# Assignment
When the word "Sanniti" appears in a line of the data below, list that line.

# Provided entries
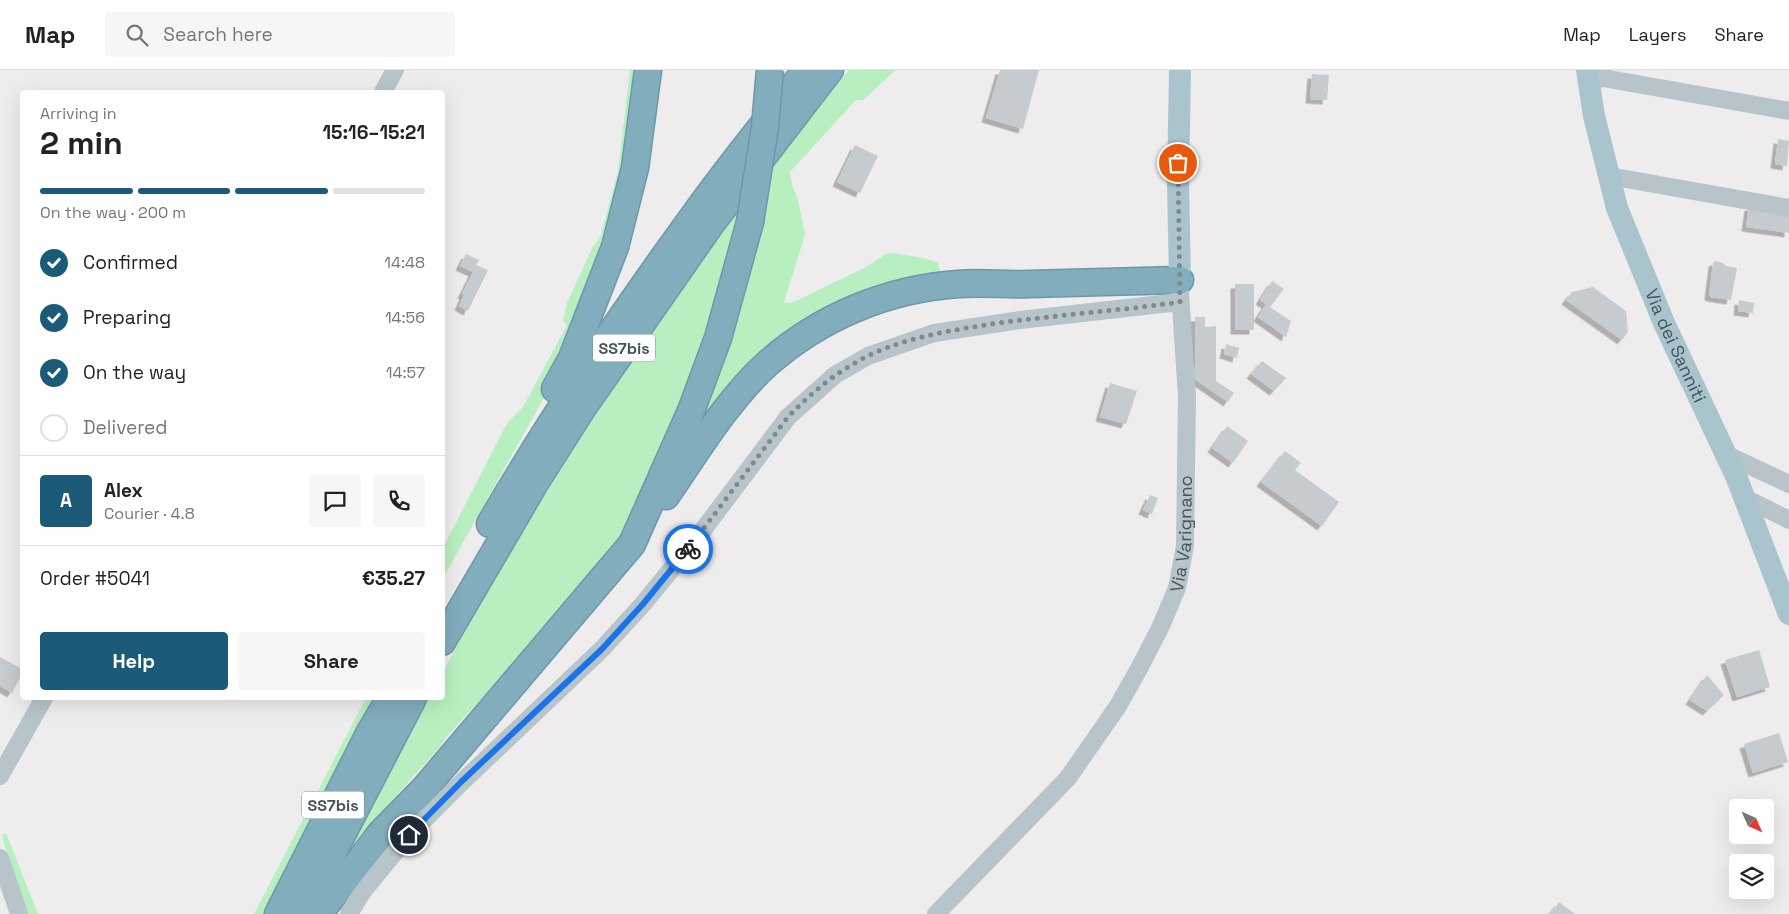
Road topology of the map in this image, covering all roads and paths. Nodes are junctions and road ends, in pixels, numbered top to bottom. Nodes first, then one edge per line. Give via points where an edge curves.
1 (395, 70) edge
2 (648, 70) edge
3 (770, 70) edge
4 (806, 70) edge
5 (830, 70) edge
6 (1180, 70) edge
7 (1587, 74) edge
8 (384, 90) edge
9 (1789, 111) edge
10 (1609, 176) junction
11 (1789, 208) edge
12 (1180, 291) junction
13 (540, 440) junction
14 (1727, 455) junction
15 (1789, 484) edge
16 (1745, 498) junction
17 (1789, 520) edge
18 (632, 544) junction
19 (445, 601) edge
20 (1789, 614) edge
21 (445, 637) edge
22 (43, 700) edge
23 (389, 700) edge
24 (412, 700) edge
25 (0, 776) edge
26 (0, 858) edge
27 (19, 914) edge
28 (278, 914) edge
29 (301, 914) edge
30 (319, 914) edge
31 (350, 914) edge
32 (936, 914) edge

1 - 8 street
2 - 13 highway via 635,168 615,247 572,358 549,400
3 - 18 highway, bridge via 750,222 718,338 691,411
4 - 13 highway, SS7bis via 690,220
5 - 21 highway, SS7bis via 711,224 584,406
6 - 12 main road, Via Varignano
7 - 9 street
7 - 10 main road, Via dei Sanniti
10 - 11 street
10 - 14 main road, Via dei Sanniti via 1626,233 1664,323
12 - 18 highway via 958,284 910,290 847,311 804,334 766,365 730,405
12 - 31 street via 934,333 868,356 835,375 788,417 643,604 602,649 409,835 363,891
12 - 32 street, Via Varignano via 1187,396 1186,527 1177,588 1142,665 1068,778
13 - 19 highway, SS7bis
14 - 15 street
14 - 16 main road, Via dei Sanniti
16 - 17 street
16 - 20 main road, Via dei Sanniti
18 - 30 highway via 424,789 380,834
22 - 25 street
23 - 28 highway, SS7bis
24 - 29 highway, SS7bis
26 - 27 street

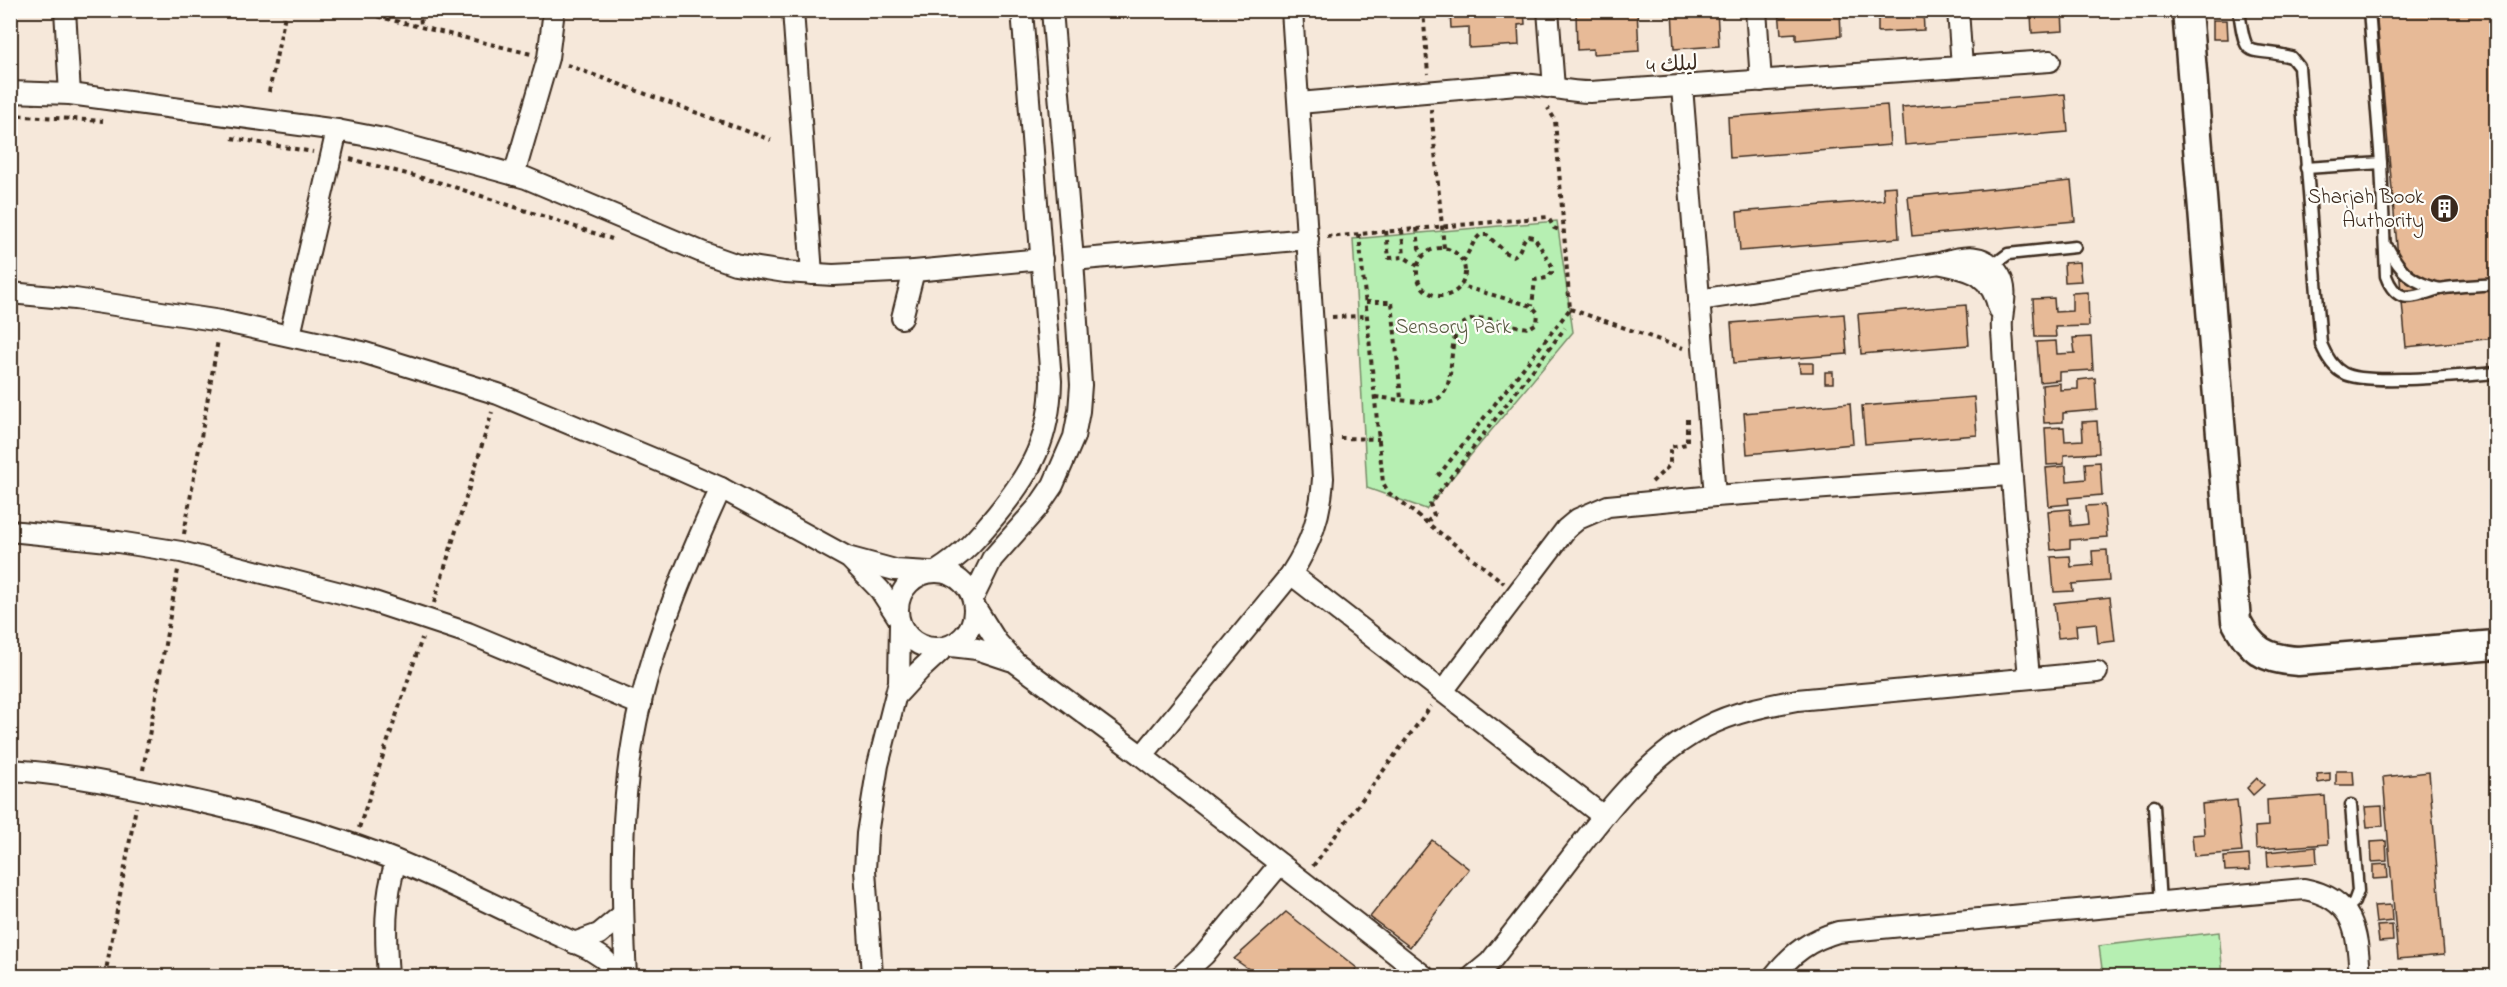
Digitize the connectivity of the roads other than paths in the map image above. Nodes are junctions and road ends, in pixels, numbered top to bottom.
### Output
1 (65, 10) edge
2 (554, 10) edge
3 (793, 10) edge
4 (1022, 10) edge
5 (1052, 10) edge
6 (1292, 10) edge
7 (1548, 10) edge
8 (1755, 10) edge
9 (1958, 10) edge
10 (2239, 10) edge
11 (2369, 10) edge
12 (2190, 11) edge
13 (2049, 61) dead end
14 (1962, 67) junction
15 (1761, 81) junction
16 (1682, 87) junction
17 (10, 93) edge
18 (70, 94) junction
19 (1550, 97) junction
20 (1299, 103) junction
21 (337, 130) junction
22 (2381, 163) junction
23 (2306, 168) junction
24 (514, 175) junction
25 (1068, 200) junction
26 (1036, 201) junction
27 (1308, 239) junction
28 (2386, 245) junction
29 (2075, 247) dead end
30 (1042, 259) junction
31 (1073, 260) junction
32 (1940, 263) junction
33 (1992, 266) junction
34 (914, 271) junction
35 (812, 274) junction
36 (2496, 284) edge
37 (2440, 289) junction
38 (10, 293) edge
39 (1699, 300) junction
40 (902, 318) dead end
41 (2002, 321) junction
42 (290, 335) junction
43 (2496, 374) edge
44 (2010, 475) junction
45 (721, 488) junction
46 (1715, 496) junction
47 (10, 531) edge
48 (847, 557) junction
49 (933, 572) junction
50 (1291, 574) junction
51 (974, 602) junction
52 (898, 620) junction
53 (2496, 645) edge
54 (947, 647) junction
55 (1016, 662) junction
56 (2097, 672) dead end
57 (2030, 677) junction
58 (1443, 691) junction
59 (896, 696) junction
60 (640, 705) junction
61 (1142, 756) junction
62 (10, 770) edge
63 (2351, 805) dead end
64 (2154, 806) dead end
65 (1603, 816) junction
66 (396, 861) junction
67 (1280, 864) junction
68 (2160, 904) junction
69 (2345, 910) junction
70 (622, 915) junction
71 (574, 943) junction
72 (1488, 969) edge
73 (1425, 974) edge
74 (388, 976) edge
75 (623, 976) edge
76 (872, 976) edge
77 (1180, 976) edge
78 (1473, 976) edge
79 (1774, 976) edge
80 (2360, 976) edge

1 - 18 street
2 - 24 street
3 - 35 street
4 - 26 street
5 - 25 street
6 - 20 street
7 - 19 street
8 - 15 street
9 - 14 street
10 - 23 lane
11 - 22 lane
12 - 53 street
13 - 14 street, ليلك 4
14 - 15 street, ليلك 4
15 - 16 street, ليلك 4
16 - 19 street, ليلك 4
16 - 39 street
17 - 18 street
18 - 21 street
19 - 20 street, ليلك 4
20 - 27 street
21 - 24 street
21 - 42 street
22 - 23 lane
22 - 28 lane
23 - 43 lane
24 - 35 street
25 - 26 street
25 - 31 street
26 - 30 street
27 - 31 street
27 - 50 street
28 - 37 lane
28 - 37 lane
29 - 33 lane
30 - 34 street
30 - 49 street
31 - 51 street
32 - 33 street
32 - 39 street
32 - 41 street
33 - 41 street
34 - 35 street
34 - 40 street
36 - 37 lane
38 - 42 street
39 - 46 street
41 - 44 street
42 - 45 street
44 - 46 street
44 - 57 street
45 - 48 street
45 - 60 street
46 - 58 street
47 - 60 street
48 - 49 street
48 - 52 street
49 - 51 street
49 - 52 street
50 - 58 street
50 - 61 street
51 - 54 street
51 - 55 street
52 - 54 street
52 - 59 street
54 - 55 street
54 - 59 street
55 - 61 street
56 - 57 street
57 - 65 street
58 - 65 street
59 - 76 street
60 - 70 street
61 - 67 street
62 - 66 street
63 - 69 lane
64 - 68 lane
65 - 72 street
66 - 71 street
66 - 74 street
67 - 73 street
67 - 77 street
68 - 69 street
68 - 79 street
69 - 80 street
70 - 71 street
70 - 75 street
71 - 75 street
72 - 78 street

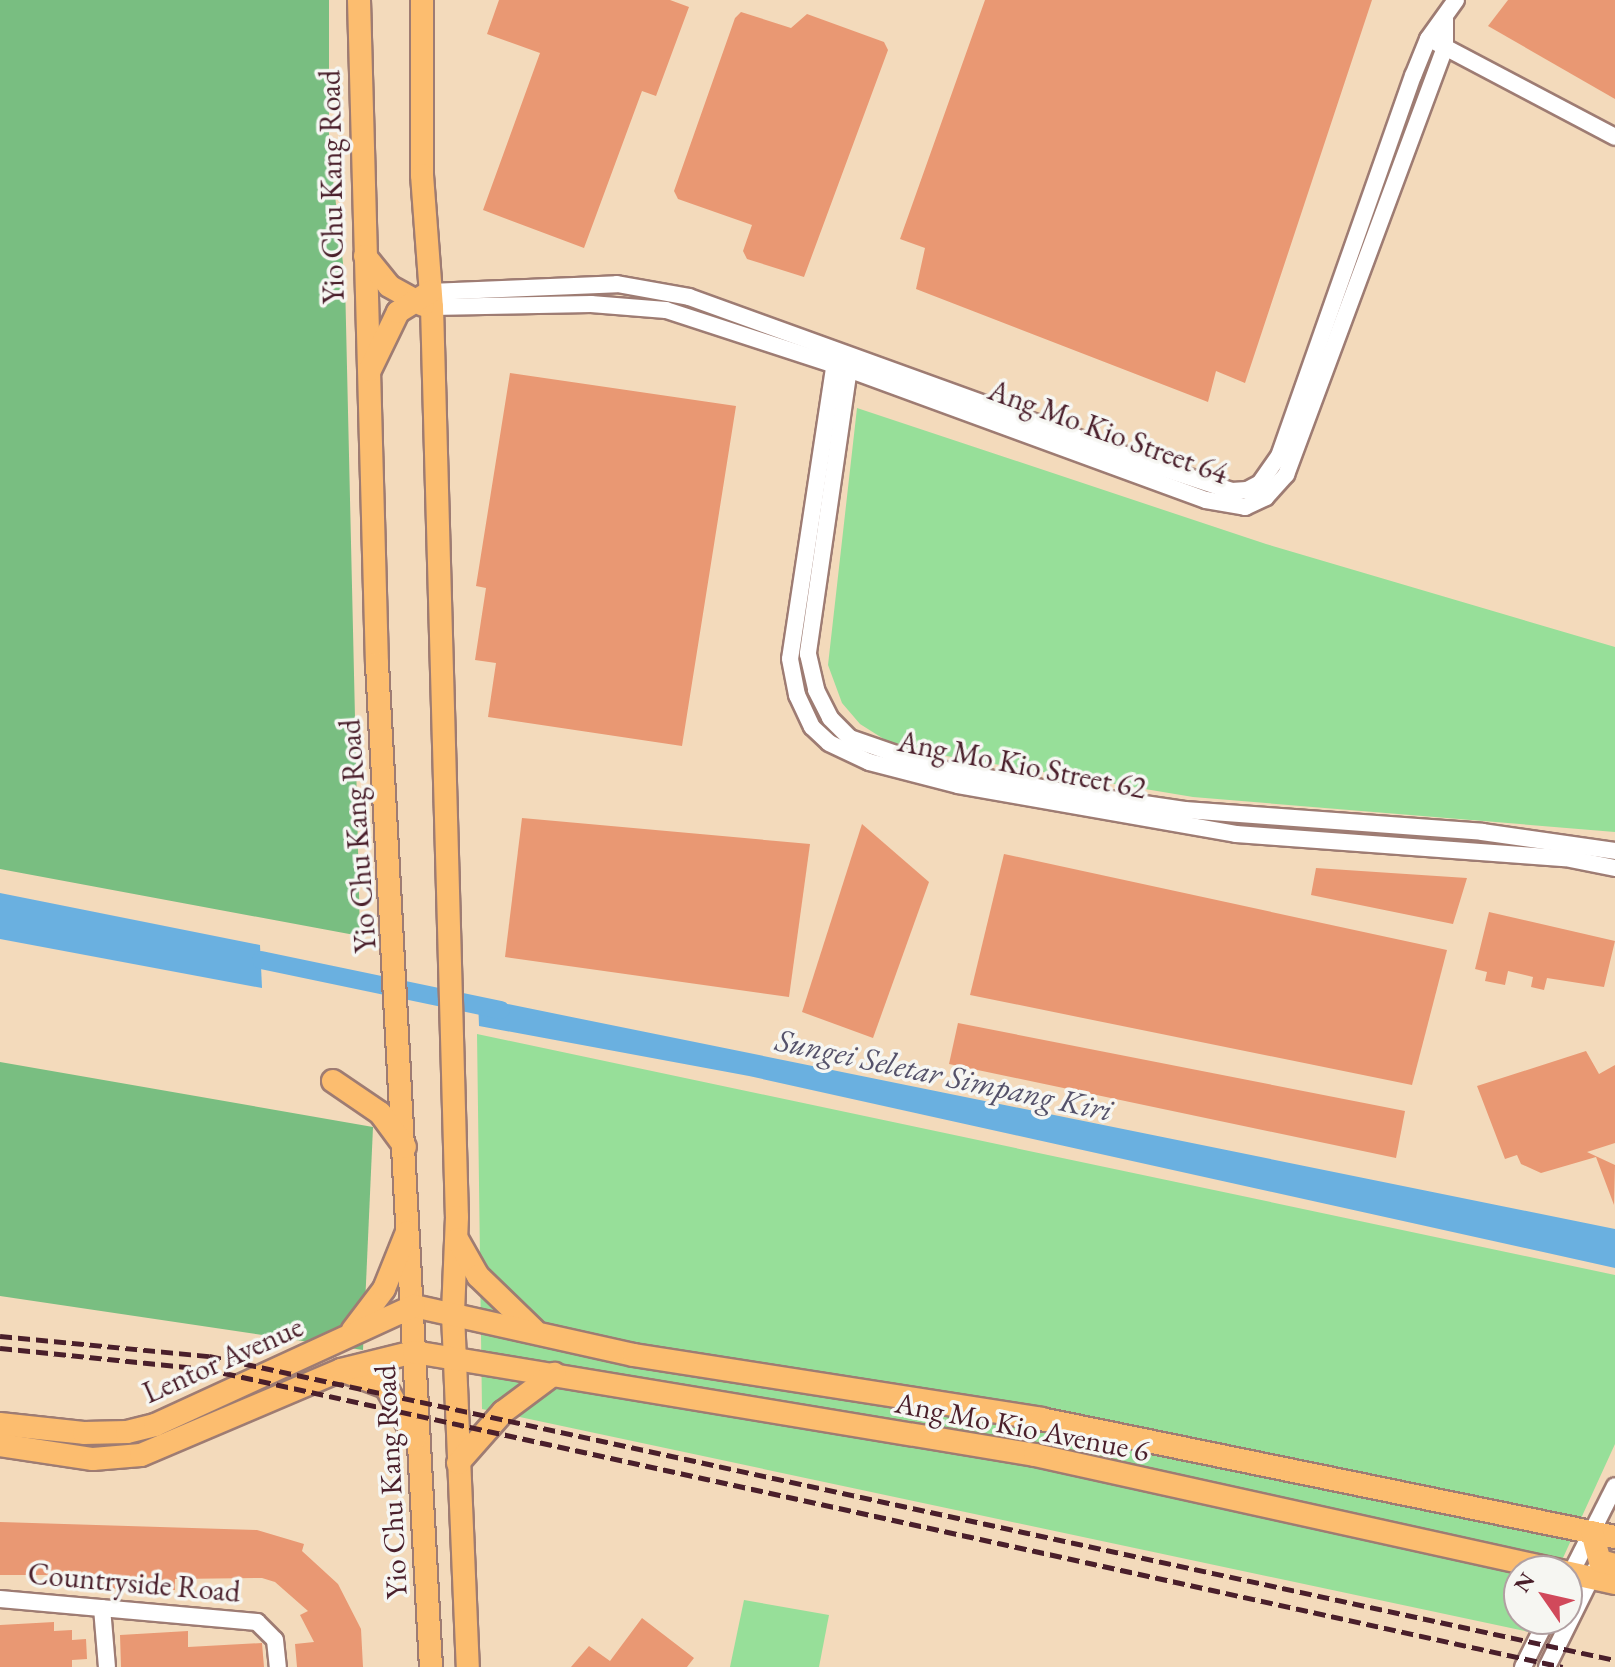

# Task solution
7 - 10 main road, Via dei Sanniti
10 - 14 main road, Via dei Sanniti via 1626,233 1664,323
14 - 16 main road, Via dei Sanniti
16 - 20 main road, Via dei Sanniti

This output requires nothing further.